- Exercise instructions: The expected output is a copy of every line in the records with the string "canvas".

-.-.-

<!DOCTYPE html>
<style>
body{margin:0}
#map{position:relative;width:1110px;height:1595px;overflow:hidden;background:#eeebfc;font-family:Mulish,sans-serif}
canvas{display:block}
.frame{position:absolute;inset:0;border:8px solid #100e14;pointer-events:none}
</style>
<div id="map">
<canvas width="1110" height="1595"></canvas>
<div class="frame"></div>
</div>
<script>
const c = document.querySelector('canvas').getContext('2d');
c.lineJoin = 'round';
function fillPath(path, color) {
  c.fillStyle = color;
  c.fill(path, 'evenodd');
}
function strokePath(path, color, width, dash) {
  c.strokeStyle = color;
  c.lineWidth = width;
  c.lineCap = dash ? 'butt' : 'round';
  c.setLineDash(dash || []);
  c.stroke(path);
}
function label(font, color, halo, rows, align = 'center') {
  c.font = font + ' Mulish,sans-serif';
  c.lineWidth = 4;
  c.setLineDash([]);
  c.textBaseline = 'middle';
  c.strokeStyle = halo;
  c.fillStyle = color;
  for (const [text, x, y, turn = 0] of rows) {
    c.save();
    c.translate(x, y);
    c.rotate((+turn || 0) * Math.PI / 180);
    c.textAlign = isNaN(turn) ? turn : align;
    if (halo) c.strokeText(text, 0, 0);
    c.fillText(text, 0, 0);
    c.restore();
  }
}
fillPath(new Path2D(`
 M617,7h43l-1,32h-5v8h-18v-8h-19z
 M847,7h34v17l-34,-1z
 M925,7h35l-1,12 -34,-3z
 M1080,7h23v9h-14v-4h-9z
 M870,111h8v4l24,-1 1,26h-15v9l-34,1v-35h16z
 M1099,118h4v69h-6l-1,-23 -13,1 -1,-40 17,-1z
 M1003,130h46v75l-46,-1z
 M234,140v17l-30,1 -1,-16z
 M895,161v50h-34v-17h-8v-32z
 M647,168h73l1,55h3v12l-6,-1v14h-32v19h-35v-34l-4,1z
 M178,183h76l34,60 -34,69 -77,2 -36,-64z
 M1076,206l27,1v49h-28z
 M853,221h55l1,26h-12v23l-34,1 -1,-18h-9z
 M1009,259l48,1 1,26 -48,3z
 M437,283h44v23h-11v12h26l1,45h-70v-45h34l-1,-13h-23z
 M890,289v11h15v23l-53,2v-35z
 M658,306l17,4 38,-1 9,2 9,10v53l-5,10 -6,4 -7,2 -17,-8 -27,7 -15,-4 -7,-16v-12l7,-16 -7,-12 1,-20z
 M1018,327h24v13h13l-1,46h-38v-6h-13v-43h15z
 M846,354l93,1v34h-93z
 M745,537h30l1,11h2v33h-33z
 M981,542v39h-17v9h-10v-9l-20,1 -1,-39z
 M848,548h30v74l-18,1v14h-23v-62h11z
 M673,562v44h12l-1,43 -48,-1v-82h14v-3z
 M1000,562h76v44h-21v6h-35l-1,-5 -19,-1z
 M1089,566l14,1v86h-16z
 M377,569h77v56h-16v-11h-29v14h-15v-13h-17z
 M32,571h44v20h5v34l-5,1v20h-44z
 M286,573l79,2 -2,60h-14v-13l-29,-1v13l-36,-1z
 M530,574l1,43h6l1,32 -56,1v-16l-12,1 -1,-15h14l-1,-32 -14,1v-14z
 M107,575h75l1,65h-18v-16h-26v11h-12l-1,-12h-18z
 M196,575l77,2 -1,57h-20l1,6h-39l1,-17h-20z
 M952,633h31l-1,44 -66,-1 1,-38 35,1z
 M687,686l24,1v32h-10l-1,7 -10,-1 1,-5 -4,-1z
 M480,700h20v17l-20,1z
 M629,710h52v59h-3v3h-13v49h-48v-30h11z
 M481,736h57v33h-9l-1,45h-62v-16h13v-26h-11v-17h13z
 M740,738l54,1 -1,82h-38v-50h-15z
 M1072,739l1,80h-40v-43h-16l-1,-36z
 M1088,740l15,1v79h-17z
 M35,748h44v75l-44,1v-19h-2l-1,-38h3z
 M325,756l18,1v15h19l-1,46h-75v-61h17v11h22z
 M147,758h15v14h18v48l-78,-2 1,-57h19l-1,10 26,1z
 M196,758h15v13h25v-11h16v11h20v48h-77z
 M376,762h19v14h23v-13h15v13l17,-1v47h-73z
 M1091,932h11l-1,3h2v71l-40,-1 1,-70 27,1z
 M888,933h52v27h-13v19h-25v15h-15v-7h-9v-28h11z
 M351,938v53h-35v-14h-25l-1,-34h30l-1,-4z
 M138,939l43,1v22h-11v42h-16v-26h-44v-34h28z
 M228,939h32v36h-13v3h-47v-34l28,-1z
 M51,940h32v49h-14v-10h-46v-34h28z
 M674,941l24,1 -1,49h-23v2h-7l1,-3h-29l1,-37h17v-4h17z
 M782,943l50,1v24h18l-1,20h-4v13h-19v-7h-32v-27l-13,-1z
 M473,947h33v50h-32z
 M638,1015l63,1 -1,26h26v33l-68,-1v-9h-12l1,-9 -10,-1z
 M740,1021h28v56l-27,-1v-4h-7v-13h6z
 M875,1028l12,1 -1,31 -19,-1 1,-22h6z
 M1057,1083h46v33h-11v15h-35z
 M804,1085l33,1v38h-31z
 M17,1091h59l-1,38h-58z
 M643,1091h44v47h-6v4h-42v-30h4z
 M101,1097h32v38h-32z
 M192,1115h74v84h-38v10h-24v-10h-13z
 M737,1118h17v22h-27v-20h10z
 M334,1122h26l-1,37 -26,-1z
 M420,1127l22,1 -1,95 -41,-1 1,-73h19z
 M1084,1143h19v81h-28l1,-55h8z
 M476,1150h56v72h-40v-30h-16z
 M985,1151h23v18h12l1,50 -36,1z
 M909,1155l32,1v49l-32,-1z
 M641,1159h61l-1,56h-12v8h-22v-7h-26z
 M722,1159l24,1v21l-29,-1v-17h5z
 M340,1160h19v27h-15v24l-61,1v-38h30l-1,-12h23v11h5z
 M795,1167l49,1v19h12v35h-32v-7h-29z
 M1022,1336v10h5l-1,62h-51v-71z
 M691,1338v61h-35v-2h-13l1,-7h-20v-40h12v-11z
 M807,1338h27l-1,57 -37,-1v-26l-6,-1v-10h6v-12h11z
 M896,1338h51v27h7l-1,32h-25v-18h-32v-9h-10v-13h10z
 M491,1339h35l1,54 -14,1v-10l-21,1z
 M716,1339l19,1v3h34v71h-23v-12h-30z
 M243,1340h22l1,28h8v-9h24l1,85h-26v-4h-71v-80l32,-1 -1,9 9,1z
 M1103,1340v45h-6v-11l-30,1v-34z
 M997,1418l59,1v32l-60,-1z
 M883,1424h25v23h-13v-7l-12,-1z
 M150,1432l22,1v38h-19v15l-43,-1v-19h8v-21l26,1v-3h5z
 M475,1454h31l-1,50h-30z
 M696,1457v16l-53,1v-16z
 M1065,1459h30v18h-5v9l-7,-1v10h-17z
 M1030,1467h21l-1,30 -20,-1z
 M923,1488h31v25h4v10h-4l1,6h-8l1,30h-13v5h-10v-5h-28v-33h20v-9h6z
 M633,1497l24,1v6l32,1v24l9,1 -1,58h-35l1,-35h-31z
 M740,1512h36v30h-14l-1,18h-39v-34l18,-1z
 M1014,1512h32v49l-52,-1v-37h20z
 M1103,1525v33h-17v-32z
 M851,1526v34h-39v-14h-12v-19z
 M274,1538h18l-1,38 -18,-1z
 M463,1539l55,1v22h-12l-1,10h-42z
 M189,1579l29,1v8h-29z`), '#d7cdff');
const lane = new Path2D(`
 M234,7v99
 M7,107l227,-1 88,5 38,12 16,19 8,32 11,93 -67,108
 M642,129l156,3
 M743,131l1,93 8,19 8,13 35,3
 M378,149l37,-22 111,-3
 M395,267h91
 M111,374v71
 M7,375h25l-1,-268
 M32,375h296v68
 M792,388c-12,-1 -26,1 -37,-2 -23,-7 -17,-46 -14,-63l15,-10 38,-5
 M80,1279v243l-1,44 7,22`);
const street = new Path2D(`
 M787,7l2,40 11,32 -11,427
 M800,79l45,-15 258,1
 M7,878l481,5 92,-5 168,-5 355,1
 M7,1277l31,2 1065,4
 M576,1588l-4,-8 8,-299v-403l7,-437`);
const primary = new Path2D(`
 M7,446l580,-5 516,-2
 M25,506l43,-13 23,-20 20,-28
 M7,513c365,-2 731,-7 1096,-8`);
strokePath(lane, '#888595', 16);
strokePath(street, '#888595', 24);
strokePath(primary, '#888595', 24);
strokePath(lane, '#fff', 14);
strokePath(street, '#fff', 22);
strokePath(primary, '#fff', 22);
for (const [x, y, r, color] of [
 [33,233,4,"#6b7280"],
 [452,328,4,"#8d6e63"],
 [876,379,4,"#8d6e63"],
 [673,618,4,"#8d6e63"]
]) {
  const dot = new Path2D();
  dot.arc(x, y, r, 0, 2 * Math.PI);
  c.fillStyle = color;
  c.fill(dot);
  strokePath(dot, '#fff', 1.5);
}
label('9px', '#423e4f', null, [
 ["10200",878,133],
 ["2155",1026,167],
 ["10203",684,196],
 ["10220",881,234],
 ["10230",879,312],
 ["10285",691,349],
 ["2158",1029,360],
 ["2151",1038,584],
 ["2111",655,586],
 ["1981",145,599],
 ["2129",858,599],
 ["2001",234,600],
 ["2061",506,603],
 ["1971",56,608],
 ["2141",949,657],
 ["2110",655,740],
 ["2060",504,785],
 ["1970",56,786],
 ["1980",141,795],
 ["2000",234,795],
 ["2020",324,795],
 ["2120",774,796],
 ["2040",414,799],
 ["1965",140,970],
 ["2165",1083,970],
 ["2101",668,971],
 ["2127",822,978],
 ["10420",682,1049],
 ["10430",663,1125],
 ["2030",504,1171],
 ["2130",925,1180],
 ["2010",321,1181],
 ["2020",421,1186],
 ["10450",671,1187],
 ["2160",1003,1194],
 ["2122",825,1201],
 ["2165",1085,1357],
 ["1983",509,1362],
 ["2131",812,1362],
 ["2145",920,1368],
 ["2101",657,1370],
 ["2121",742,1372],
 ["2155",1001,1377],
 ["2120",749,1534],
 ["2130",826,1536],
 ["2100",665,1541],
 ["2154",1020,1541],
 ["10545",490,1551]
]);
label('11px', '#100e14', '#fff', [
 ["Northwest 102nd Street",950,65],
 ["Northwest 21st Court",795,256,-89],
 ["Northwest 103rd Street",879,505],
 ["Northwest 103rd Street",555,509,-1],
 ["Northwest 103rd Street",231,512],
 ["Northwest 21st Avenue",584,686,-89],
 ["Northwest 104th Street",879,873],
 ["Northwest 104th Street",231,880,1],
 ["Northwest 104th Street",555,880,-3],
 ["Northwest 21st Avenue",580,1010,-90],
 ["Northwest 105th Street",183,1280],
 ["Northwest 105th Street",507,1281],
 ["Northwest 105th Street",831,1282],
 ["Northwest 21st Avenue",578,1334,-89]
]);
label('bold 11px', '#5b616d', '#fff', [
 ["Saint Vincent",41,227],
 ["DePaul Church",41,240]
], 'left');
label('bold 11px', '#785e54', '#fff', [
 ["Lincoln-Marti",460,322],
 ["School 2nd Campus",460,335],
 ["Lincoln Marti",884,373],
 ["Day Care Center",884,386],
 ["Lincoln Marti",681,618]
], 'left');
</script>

-.-.-

- Answer to the problem:
canvas{display:block}
<canvas width="1110" height="1595"></canvas>
const c = document.querySelector('canvas').getContext('2d');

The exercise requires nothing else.